Segment Start: Data shown

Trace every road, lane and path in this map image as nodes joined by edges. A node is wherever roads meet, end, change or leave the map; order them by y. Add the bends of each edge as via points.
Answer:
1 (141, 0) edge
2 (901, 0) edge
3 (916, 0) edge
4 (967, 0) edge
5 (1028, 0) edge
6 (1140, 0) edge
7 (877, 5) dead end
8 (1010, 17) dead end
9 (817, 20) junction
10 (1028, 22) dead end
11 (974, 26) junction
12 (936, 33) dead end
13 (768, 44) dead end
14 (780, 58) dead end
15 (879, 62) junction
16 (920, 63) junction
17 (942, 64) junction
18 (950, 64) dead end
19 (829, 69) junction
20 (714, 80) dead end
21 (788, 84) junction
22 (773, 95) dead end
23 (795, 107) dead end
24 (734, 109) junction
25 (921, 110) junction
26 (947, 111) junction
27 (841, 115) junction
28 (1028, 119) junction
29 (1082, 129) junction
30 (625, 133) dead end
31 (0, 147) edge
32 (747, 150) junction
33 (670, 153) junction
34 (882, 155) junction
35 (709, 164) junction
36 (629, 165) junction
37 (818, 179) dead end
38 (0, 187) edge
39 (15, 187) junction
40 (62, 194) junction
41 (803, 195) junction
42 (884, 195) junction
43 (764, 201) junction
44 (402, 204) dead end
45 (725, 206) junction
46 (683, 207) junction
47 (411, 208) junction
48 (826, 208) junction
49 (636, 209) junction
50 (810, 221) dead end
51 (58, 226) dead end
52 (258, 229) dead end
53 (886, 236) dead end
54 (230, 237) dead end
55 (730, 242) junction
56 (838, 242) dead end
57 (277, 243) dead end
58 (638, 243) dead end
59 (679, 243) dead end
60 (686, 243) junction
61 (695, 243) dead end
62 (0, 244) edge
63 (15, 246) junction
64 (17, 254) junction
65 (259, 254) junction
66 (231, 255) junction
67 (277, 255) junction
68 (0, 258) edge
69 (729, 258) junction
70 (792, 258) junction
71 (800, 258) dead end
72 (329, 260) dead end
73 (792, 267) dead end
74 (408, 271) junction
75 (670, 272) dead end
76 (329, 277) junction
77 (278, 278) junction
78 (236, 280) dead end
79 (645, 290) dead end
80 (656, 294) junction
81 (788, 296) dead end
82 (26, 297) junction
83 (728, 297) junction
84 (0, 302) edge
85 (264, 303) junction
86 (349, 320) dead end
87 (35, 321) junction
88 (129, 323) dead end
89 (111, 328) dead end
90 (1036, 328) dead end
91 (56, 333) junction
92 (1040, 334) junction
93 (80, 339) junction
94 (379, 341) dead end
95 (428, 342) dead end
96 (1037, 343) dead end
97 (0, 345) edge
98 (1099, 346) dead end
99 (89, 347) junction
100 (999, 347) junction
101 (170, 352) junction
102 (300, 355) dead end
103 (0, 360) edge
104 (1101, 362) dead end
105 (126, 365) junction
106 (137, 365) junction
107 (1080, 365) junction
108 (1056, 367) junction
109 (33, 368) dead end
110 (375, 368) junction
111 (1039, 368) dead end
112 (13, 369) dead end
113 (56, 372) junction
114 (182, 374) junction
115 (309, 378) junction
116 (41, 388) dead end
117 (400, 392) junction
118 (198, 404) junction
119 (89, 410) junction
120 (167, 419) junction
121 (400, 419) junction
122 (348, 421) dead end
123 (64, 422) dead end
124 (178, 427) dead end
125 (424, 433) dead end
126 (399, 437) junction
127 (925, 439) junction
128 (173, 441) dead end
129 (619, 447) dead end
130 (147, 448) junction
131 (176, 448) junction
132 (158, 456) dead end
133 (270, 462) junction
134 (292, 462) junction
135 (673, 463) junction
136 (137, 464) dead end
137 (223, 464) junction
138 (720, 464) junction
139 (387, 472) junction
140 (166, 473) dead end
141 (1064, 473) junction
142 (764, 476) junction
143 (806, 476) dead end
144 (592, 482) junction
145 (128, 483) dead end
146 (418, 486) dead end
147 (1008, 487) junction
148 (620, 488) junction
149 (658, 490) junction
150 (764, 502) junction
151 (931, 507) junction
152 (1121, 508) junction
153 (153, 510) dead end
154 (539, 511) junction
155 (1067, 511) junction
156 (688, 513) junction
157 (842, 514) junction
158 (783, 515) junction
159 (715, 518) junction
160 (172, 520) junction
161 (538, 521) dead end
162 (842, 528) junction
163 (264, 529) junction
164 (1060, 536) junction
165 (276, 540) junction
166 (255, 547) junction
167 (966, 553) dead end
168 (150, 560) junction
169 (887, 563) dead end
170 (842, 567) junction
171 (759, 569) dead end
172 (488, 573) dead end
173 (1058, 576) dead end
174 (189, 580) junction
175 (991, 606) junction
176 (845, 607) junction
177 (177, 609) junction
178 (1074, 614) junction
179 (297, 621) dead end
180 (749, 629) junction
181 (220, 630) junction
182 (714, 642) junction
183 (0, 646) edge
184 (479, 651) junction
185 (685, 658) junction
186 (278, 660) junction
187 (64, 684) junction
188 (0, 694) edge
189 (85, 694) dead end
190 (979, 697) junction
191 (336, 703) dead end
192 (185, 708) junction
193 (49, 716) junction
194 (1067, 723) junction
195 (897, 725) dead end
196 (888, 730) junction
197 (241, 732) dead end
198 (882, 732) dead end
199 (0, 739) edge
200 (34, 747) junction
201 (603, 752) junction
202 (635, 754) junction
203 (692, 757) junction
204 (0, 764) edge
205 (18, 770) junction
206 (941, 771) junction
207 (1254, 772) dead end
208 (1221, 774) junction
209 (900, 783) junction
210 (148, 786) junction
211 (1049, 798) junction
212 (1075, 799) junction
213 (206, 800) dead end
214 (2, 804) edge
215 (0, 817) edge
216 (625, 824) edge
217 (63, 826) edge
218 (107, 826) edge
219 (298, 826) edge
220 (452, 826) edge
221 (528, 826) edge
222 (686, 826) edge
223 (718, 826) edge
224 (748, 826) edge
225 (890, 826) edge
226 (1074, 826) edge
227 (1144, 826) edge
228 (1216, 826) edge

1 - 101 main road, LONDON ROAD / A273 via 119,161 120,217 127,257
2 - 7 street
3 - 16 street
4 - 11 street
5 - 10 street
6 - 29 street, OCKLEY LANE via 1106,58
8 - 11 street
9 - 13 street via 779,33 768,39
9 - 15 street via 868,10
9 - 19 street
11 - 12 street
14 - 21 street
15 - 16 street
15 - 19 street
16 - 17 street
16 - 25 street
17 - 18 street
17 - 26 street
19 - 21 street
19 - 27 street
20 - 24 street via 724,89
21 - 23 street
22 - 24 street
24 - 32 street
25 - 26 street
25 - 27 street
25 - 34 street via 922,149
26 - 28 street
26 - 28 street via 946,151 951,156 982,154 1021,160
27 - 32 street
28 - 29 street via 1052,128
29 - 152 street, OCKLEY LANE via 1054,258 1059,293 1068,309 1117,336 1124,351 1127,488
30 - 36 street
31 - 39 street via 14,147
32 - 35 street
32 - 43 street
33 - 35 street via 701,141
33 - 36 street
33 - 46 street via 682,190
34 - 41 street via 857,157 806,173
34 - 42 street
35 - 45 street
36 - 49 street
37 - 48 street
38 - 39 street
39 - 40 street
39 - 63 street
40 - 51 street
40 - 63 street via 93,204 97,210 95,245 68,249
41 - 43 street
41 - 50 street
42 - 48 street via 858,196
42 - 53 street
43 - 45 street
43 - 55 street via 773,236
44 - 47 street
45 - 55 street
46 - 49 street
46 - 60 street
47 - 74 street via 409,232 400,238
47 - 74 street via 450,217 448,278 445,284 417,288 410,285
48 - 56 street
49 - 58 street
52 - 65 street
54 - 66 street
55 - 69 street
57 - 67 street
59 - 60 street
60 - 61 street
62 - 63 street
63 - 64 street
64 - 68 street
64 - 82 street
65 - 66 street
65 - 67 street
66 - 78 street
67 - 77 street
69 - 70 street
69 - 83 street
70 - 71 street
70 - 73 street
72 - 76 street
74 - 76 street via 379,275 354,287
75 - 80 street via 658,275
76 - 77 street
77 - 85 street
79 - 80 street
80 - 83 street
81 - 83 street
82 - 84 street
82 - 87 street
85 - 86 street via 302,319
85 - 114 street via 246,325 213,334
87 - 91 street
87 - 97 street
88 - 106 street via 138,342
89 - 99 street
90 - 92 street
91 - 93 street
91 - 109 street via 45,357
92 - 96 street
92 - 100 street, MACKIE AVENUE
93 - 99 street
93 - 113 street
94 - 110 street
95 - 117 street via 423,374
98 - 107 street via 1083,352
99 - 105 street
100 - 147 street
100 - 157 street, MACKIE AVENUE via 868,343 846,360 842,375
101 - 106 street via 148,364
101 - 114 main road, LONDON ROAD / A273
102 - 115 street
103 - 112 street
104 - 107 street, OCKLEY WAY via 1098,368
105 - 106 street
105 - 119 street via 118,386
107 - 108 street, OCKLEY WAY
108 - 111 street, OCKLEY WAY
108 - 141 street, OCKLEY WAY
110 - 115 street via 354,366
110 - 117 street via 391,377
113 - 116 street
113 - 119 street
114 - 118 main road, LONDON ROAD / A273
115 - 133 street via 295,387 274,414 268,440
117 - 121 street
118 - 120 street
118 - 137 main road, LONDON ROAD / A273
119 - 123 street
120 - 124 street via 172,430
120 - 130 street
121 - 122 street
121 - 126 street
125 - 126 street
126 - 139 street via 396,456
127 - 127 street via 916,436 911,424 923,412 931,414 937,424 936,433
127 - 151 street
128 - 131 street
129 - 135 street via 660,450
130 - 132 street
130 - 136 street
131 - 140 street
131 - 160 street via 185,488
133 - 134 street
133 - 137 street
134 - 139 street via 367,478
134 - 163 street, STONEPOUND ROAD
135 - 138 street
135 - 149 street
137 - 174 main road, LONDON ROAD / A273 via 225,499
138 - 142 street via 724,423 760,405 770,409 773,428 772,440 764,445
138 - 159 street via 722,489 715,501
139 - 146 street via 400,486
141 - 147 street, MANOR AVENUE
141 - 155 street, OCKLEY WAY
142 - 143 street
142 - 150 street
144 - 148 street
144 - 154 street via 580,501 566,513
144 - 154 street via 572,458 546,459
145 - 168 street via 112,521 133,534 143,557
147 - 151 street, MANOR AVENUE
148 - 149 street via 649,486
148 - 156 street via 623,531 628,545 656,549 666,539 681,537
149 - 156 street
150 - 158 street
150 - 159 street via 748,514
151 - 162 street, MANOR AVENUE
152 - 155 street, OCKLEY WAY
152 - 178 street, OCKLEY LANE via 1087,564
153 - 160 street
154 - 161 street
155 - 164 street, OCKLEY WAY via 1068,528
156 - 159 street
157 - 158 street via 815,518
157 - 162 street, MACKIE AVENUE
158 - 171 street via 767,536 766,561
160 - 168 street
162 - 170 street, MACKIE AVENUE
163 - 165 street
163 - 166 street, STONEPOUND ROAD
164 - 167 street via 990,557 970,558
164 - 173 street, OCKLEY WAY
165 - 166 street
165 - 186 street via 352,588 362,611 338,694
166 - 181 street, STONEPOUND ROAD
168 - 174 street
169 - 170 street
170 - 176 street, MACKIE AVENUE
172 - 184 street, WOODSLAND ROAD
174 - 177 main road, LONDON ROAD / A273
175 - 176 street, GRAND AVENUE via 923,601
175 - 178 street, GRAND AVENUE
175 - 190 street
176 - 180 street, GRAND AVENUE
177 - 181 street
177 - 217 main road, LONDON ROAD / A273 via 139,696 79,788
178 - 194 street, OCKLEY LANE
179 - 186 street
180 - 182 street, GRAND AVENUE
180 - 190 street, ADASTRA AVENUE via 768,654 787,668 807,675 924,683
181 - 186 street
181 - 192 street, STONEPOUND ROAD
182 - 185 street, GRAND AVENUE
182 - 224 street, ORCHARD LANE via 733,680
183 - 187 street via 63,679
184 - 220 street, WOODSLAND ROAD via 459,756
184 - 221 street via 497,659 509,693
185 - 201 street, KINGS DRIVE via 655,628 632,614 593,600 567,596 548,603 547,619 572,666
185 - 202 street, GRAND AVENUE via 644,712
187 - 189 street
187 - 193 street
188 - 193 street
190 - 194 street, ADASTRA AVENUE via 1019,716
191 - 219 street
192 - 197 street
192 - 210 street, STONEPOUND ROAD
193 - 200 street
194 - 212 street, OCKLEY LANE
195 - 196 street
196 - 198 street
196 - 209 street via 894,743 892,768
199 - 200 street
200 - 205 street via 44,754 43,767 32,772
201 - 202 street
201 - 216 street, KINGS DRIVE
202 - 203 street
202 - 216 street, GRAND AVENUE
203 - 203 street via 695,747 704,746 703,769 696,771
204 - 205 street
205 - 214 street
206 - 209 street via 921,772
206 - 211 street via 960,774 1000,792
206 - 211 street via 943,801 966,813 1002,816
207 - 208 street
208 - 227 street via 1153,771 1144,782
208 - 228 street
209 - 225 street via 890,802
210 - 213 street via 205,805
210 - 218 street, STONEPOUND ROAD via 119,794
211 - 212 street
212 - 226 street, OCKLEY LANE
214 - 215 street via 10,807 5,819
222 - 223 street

Segment End: Data shown

Activity:
How many lines in the records above contain the word "MACKIE"? Reply with the number alone.

Answer:
5